Work item
Transcribe the data that follows in full. Leave out the pictures.

------ Source records ------

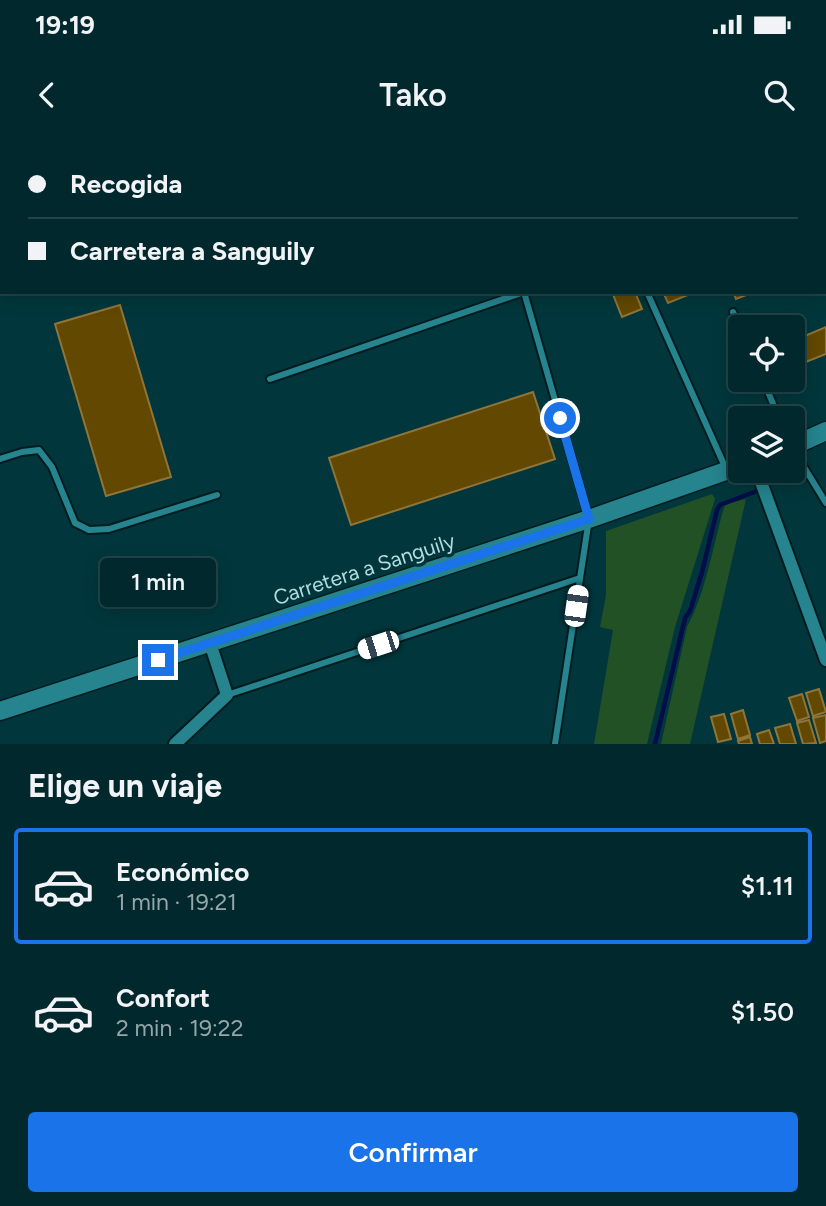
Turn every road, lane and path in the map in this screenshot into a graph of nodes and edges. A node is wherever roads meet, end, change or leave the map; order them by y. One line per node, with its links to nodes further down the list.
1 (518, 294): 6 (lane)
2 (525, 294): 16 (lane)
3 (648, 294): 10 (lane)
4 (733, 312): 5 (lane)
5 (734, 315)
6 (270, 379)
7 (826, 431): 8 (street)
8 (805, 441)
9 (0, 459): 14 (lane)
10 (728, 459)
11 (805, 467): 15 (lane)
12 (728, 471): 16 (street, Carretera a Sanguily)
13 (761, 483): 19 (street)
14 (217, 495)
15 (826, 503)
16 (589, 519): 17 (lane); 18 (street, Carretera a Sanguily)
17 (580, 578): 20 (lane); 23 (lane)
18 (210, 643): 20 (street); 21 (street, Carretera a Sanguily)
19 (826, 660)
20 (227, 695): 22 (street)
21 (0, 711)
22 (176, 744)
23 (555, 744)

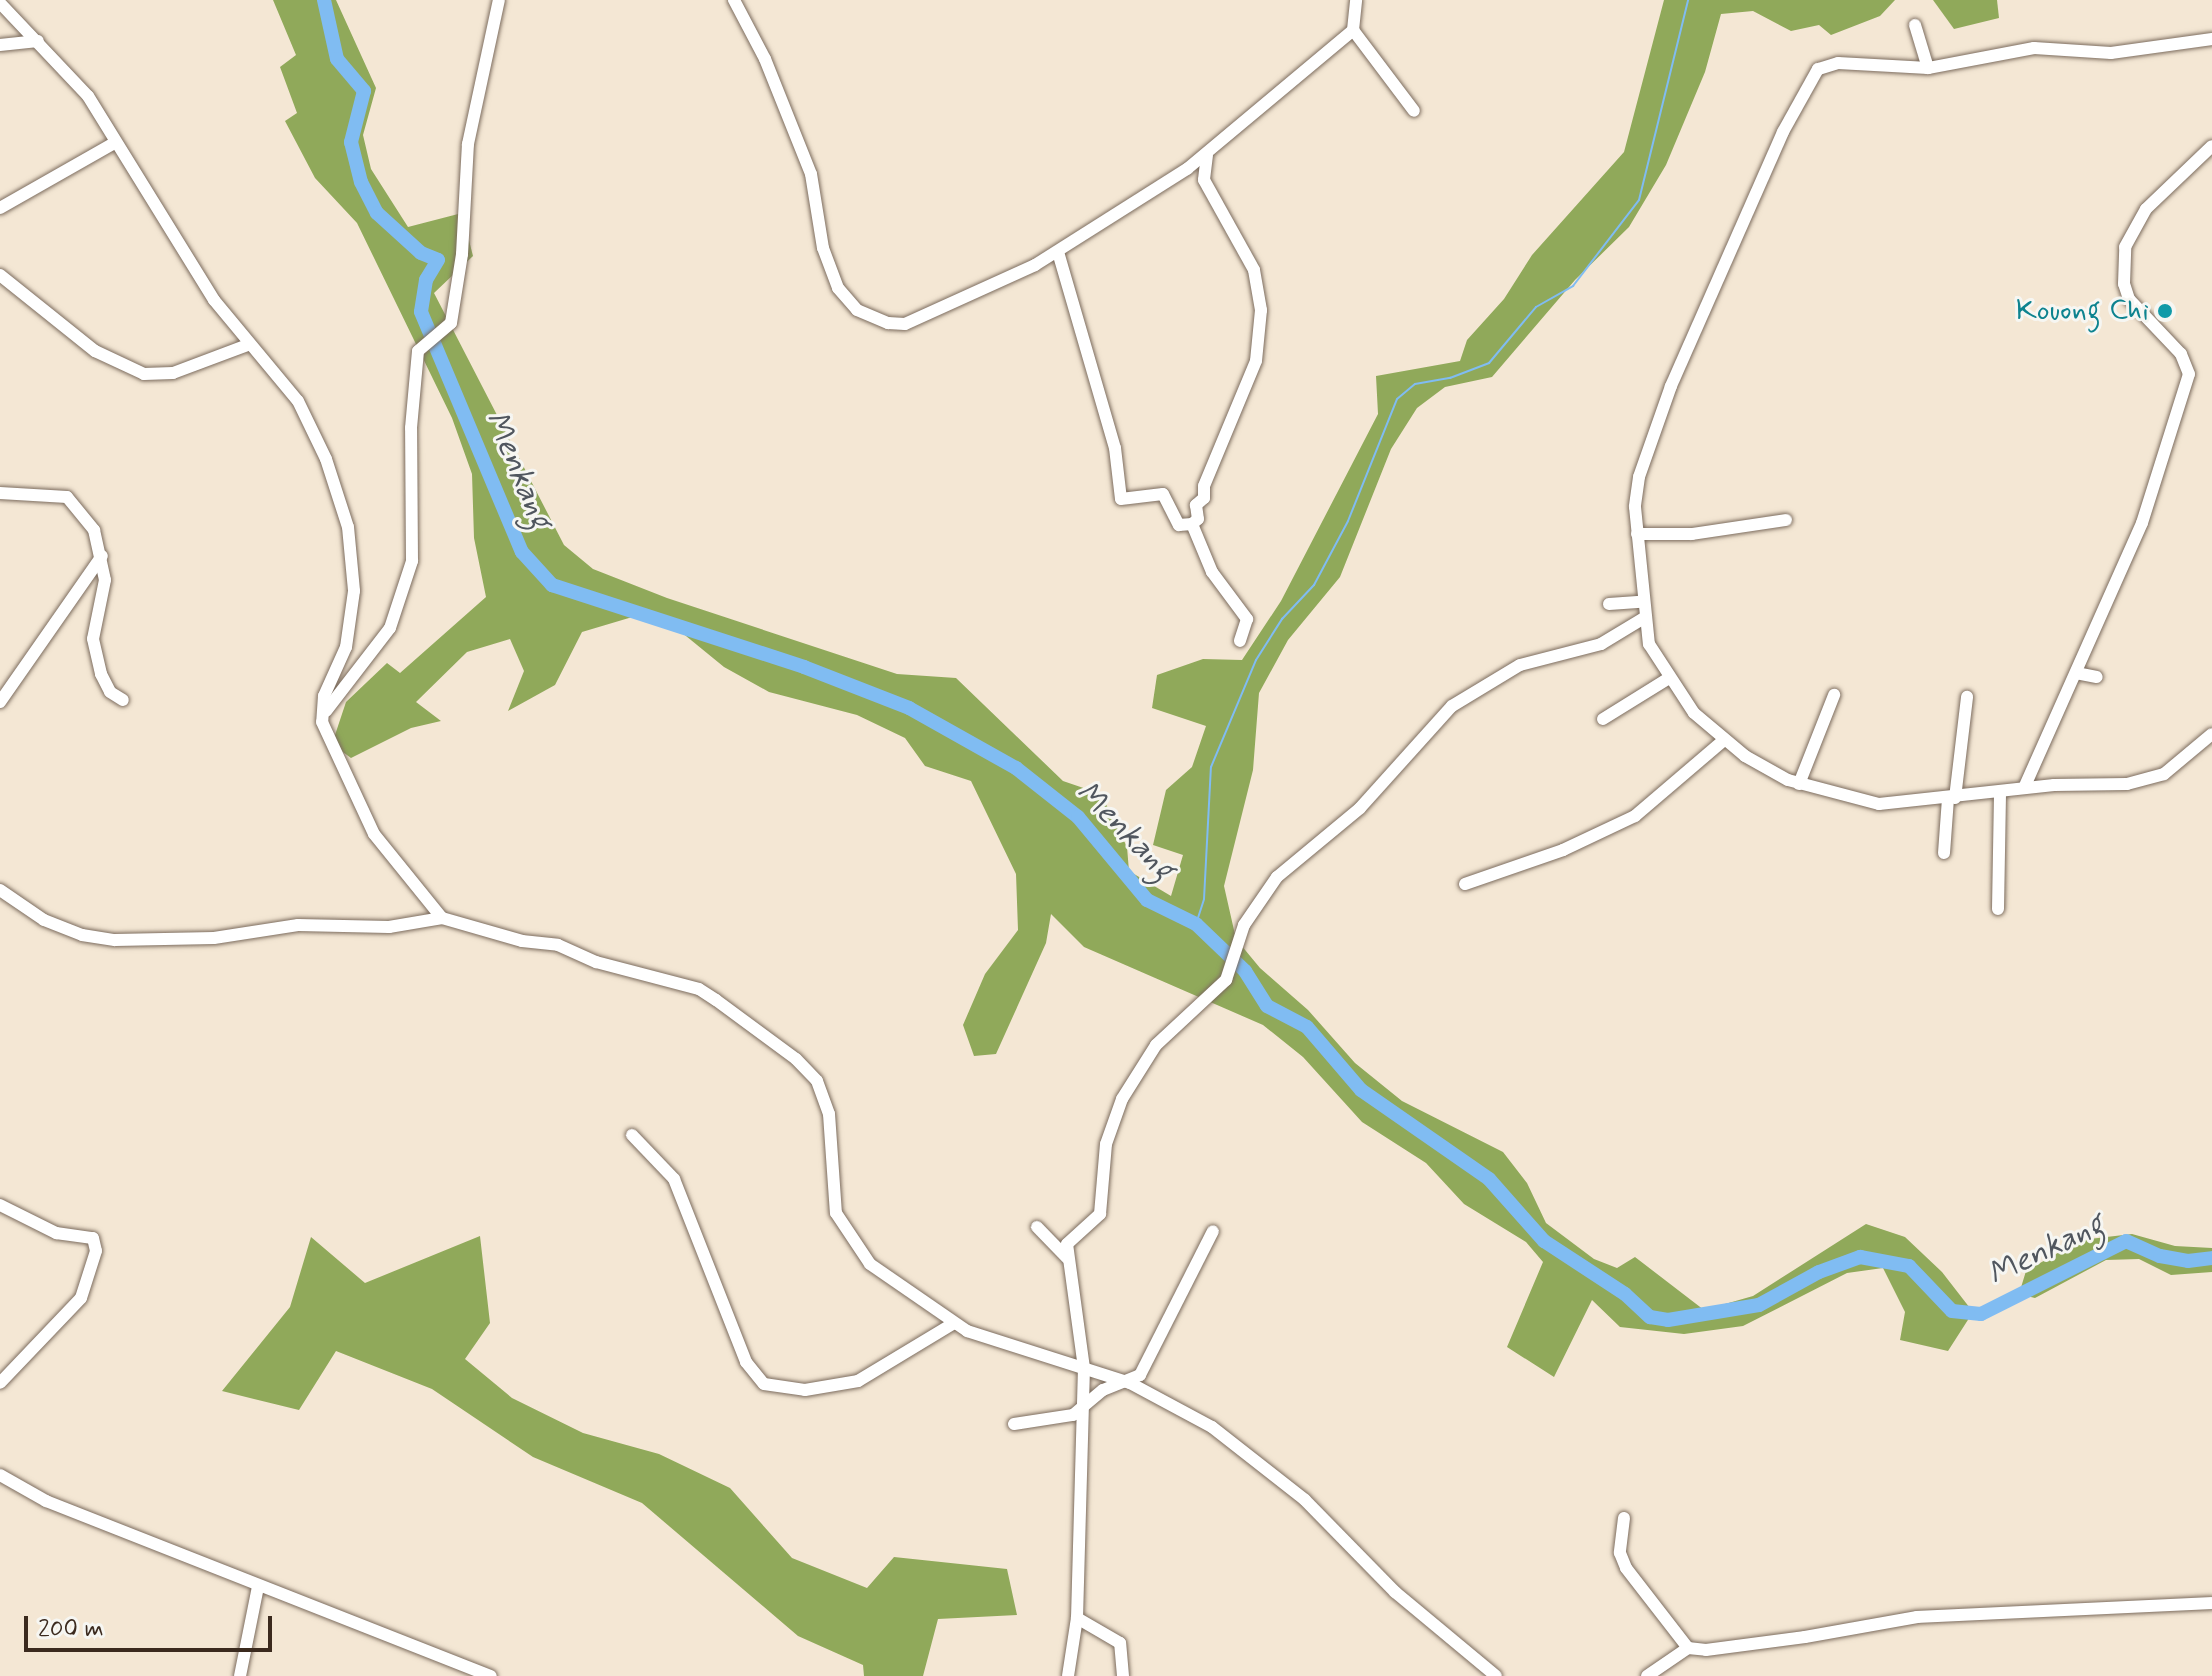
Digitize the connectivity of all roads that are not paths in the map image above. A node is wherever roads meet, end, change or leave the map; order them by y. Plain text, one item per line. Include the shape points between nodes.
1 (499, 0) edge
2 (734, 0) edge
3 (1356, 0) edge
4 (0, 3) edge
5 (1915, 25) dead end
6 (1353, 30) junction
7 (2212, 39) edge
8 (38, 41) junction
9 (0, 45) edge
10 (1928, 68) junction
11 (1414, 111) dead end
12 (116, 142) junction
13 (2212, 146) edge
14 (1207, 155) junction
15 (0, 208) edge
16 (1058, 252) junction
17 (0, 275) edge
18 (248, 345) junction
19 (0, 493) edge
20 (1786, 520) dead end
21 (1192, 524) junction
22 (1637, 534) junction
23 (102, 553) junction
24 (1641, 602) junction
25 (1609, 604) dead end
26 (1644, 618) junction
27 (1240, 641) dead end
28 (2076, 673) junction
29 (2097, 677) dead end
30 (1669, 678) junction
31 (1834, 695) dead end
32 (1967, 697) dead end
33 (123, 700) dead end
34 (0, 702) edge
35 (1603, 719) dead end
36 (322, 722) junction
37 (2212, 734) edge
38 (1724, 740) junction
39 (1799, 784) junction
40 (2024, 788) junction
41 (2000, 792) junction
42 (1952, 798) junction
43 (1944, 853) dead end
44 (1465, 884) dead end
45 (0, 890) edge
46 (1998, 909) dead end
47 (442, 918) junction
48 (632, 1135) dead end
49 (0, 1205) edge
50 (1037, 1227) dead end
51 (1213, 1231) dead end
52 (1069, 1260) junction
53 (954, 1323) junction
54 (1084, 1368) junction
55 (0, 1383) edge
56 (1130, 1383) junction
57 (1081, 1411) junction
58 (1014, 1424) dead end
59 (0, 1475) edge
60 (1624, 1518) dead end
61 (258, 1587) junction
62 (2212, 1603) edge
63 (1077, 1618) junction
64 (1688, 1648) junction
65 (240, 1676) edge
66 (491, 1676) edge
67 (1068, 1676) edge
68 (1123, 1676) edge
69 (1496, 1676) edge
70 (1647, 1676) edge

1 - 36 street via 468,144 461,268 451,323 418,351 411,428 412,561 390,628 329,701
2 - 16 street via 765,59 811,174 833,279 857,310 888,323 922,319
3 - 6 street
4 - 8 street
5 - 10 street
6 - 11 street
6 - 14 street
7 - 10 street via 2111,53 2034,48
8 - 9 street
8 - 12 street via 80,86
10 - 22 street via 1838,63 1818,69 1803,90 1659,415 1635,492
12 - 15 street
12 - 18 street
13 - 28 street via 2146,209 2125,247 2129,299 2181,354 2189,374 2142,523
14 - 16 street
14 - 21 street via 1204,180 1254,270 1261,334 1256,361
16 - 21 street via 1115,448 1121,499 1163,494 1179,525
17 - 18 street via 95,351 144,374 173,373
18 - 36 street via 298,401 326,459 348,527 351,617 346,647 324,696
19 - 23 street via 43,492 71,499 94,530
20 - 22 street via 1692,534
21 - 27 street via 1212,572 1247,619
22 - 24 street
23 - 33 street via 105,593 93,639 101,674 110,692
23 - 34 street
24 - 25 street
24 - 26 street
26 - 30 street via 1649,644
26 - 52 street via 1601,644 1520,665 1452,706 1360,808 1277,877 1244,925 1220,989 1156,1045 1122,1099 1106,1144 1100,1214 1069,1237
28 - 29 street
28 - 40 street
30 - 35 street
30 - 38 street via 1694,713
31 - 39 street
32 - 42 street
36 - 47 street via 374,834
37 - 40 street via 2184,762 2147,781
38 - 39 street
38 - 44 street via 1635,816 1563,850
39 - 42 street via 1872,804
40 - 41 street
41 - 42 street
41 - 46 street
42 - 43 street
45 - 47 street via 44,920 82,935 115,940 214,938 298,925 389,927
47 - 53 street via 522,941 558,945 596,962 699,989 796,1059 817,1081 829,1114 832,1195 852,1244 888,1278
48 - 53 street via 674,1179 746,1362 764,1384 805,1390 858,1381
49 - 55 street via 56,1233 93,1238 96,1251 81,1298
50 - 52 street
51 - 56 street via 1147,1363
52 - 54 street
53 - 54 street via 985,1339
54 - 56 street
54 - 57 street
56 - 57 street via 1103,1390
56 - 69 street via 1202,1421 1260,1463 1395,1592
57 - 58 street
57 - 63 street
59 - 61 street via 46,1501
60 - 64 street via 1620,1553 1626,1568
61 - 65 street
61 - 66 street
62 - 64 street via 1917,1617 1805,1637
63 - 67 street
63 - 68 street via 1120,1643
64 - 70 street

------

Worked solution
Turn every road, lane and path in the map in this screenshot into a graph of nodes and edges. A node is wherever roads meet, end, change or leave the map; order them by y. One line per node, with its links to nodes further down the list.
1 (518, 294): 6 (lane)
2 (525, 294): 16 (lane)
3 (648, 294): 10 (lane)
4 (733, 312): 5 (lane)
5 (734, 315)
6 (270, 379)
7 (826, 431): 8 (street)
8 (805, 441)
9 (0, 459): 14 (lane)
10 (728, 459)
11 (805, 467): 15 (lane)
12 (728, 471): 16 (street, Carretera a Sanguily)
13 (761, 483): 19 (street)
14 (217, 495)
15 (826, 503)
16 (589, 519): 17 (lane); 18 (street, Carretera a Sanguily)
17 (580, 578): 20 (lane); 23 (lane)
18 (210, 643): 20 (street); 21 (street, Carretera a Sanguily)
19 (826, 660)
20 (227, 695): 22 (street)
21 (0, 711)
22 (176, 744)
23 (555, 744)

Digitize the connectivity of all roads that are not paths in the map image above. A node is wherever roads meet, end, change or leave the map; order them by y. Plain text, one item per line. Include the shape points between nodes.
1 (499, 0) edge
2 (734, 0) edge
3 (1356, 0) edge
4 (0, 3) edge
5 (1915, 25) dead end
6 (1353, 30) junction
7 (2212, 39) edge
8 (38, 41) junction
9 (0, 45) edge
10 (1928, 68) junction
11 (1414, 111) dead end
12 (116, 142) junction
13 (2212, 146) edge
14 (1207, 155) junction
15 (0, 208) edge
16 (1058, 252) junction
17 (0, 275) edge
18 (248, 345) junction
19 (0, 493) edge
20 (1786, 520) dead end
21 (1192, 524) junction
22 (1637, 534) junction
23 (102, 553) junction
24 (1641, 602) junction
25 (1609, 604) dead end
26 (1644, 618) junction
27 (1240, 641) dead end
28 (2076, 673) junction
29 (2097, 677) dead end
30 (1669, 678) junction
31 (1834, 695) dead end
32 (1967, 697) dead end
33 (123, 700) dead end
34 (0, 702) edge
35 (1603, 719) dead end
36 (322, 722) junction
37 (2212, 734) edge
38 (1724, 740) junction
39 (1799, 784) junction
40 (2024, 788) junction
41 (2000, 792) junction
42 (1952, 798) junction
43 (1944, 853) dead end
44 (1465, 884) dead end
45 (0, 890) edge
46 (1998, 909) dead end
47 (442, 918) junction
48 (632, 1135) dead end
49 (0, 1205) edge
50 (1037, 1227) dead end
51 (1213, 1231) dead end
52 (1069, 1260) junction
53 (954, 1323) junction
54 (1084, 1368) junction
55 (0, 1383) edge
56 (1130, 1383) junction
57 (1081, 1411) junction
58 (1014, 1424) dead end
59 (0, 1475) edge
60 (1624, 1518) dead end
61 (258, 1587) junction
62 (2212, 1603) edge
63 (1077, 1618) junction
64 (1688, 1648) junction
65 (240, 1676) edge
66 (491, 1676) edge
67 (1068, 1676) edge
68 (1123, 1676) edge
69 (1496, 1676) edge
70 (1647, 1676) edge

1 - 36 street via 468,144 461,268 451,323 418,351 411,428 412,561 390,628 329,701
2 - 16 street via 765,59 811,174 833,279 857,310 888,323 922,319
3 - 6 street
4 - 8 street
5 - 10 street
6 - 11 street
6 - 14 street
7 - 10 street via 2111,53 2034,48
8 - 9 street
8 - 12 street via 80,86
10 - 22 street via 1838,63 1818,69 1803,90 1659,415 1635,492
12 - 15 street
12 - 18 street
13 - 28 street via 2146,209 2125,247 2129,299 2181,354 2189,374 2142,523
14 - 16 street
14 - 21 street via 1204,180 1254,270 1261,334 1256,361
16 - 21 street via 1115,448 1121,499 1163,494 1179,525
17 - 18 street via 95,351 144,374 173,373
18 - 36 street via 298,401 326,459 348,527 351,617 346,647 324,696
19 - 23 street via 43,492 71,499 94,530
20 - 22 street via 1692,534
21 - 27 street via 1212,572 1247,619
22 - 24 street
23 - 33 street via 105,593 93,639 101,674 110,692
23 - 34 street
24 - 25 street
24 - 26 street
26 - 30 street via 1649,644
26 - 52 street via 1601,644 1520,665 1452,706 1360,808 1277,877 1244,925 1220,989 1156,1045 1122,1099 1106,1144 1100,1214 1069,1237
28 - 29 street
28 - 40 street
30 - 35 street
30 - 38 street via 1694,713
31 - 39 street
32 - 42 street
36 - 47 street via 374,834
37 - 40 street via 2184,762 2147,781
38 - 39 street
38 - 44 street via 1635,816 1563,850
39 - 42 street via 1872,804
40 - 41 street
41 - 42 street
41 - 46 street
42 - 43 street
45 - 47 street via 44,920 82,935 115,940 214,938 298,925 389,927
47 - 53 street via 522,941 558,945 596,962 699,989 796,1059 817,1081 829,1114 832,1195 852,1244 888,1278
48 - 53 street via 674,1179 746,1362 764,1384 805,1390 858,1381
49 - 55 street via 56,1233 93,1238 96,1251 81,1298
50 - 52 street
51 - 56 street via 1147,1363
52 - 54 street
53 - 54 street via 985,1339
54 - 56 street
54 - 57 street
56 - 57 street via 1103,1390
56 - 69 street via 1202,1421 1260,1463 1395,1592
57 - 58 street
57 - 63 street
59 - 61 street via 46,1501
60 - 64 street via 1620,1553 1626,1568
61 - 65 street
61 - 66 street
62 - 64 street via 1917,1617 1805,1637
63 - 67 street
63 - 68 street via 1120,1643
64 - 70 street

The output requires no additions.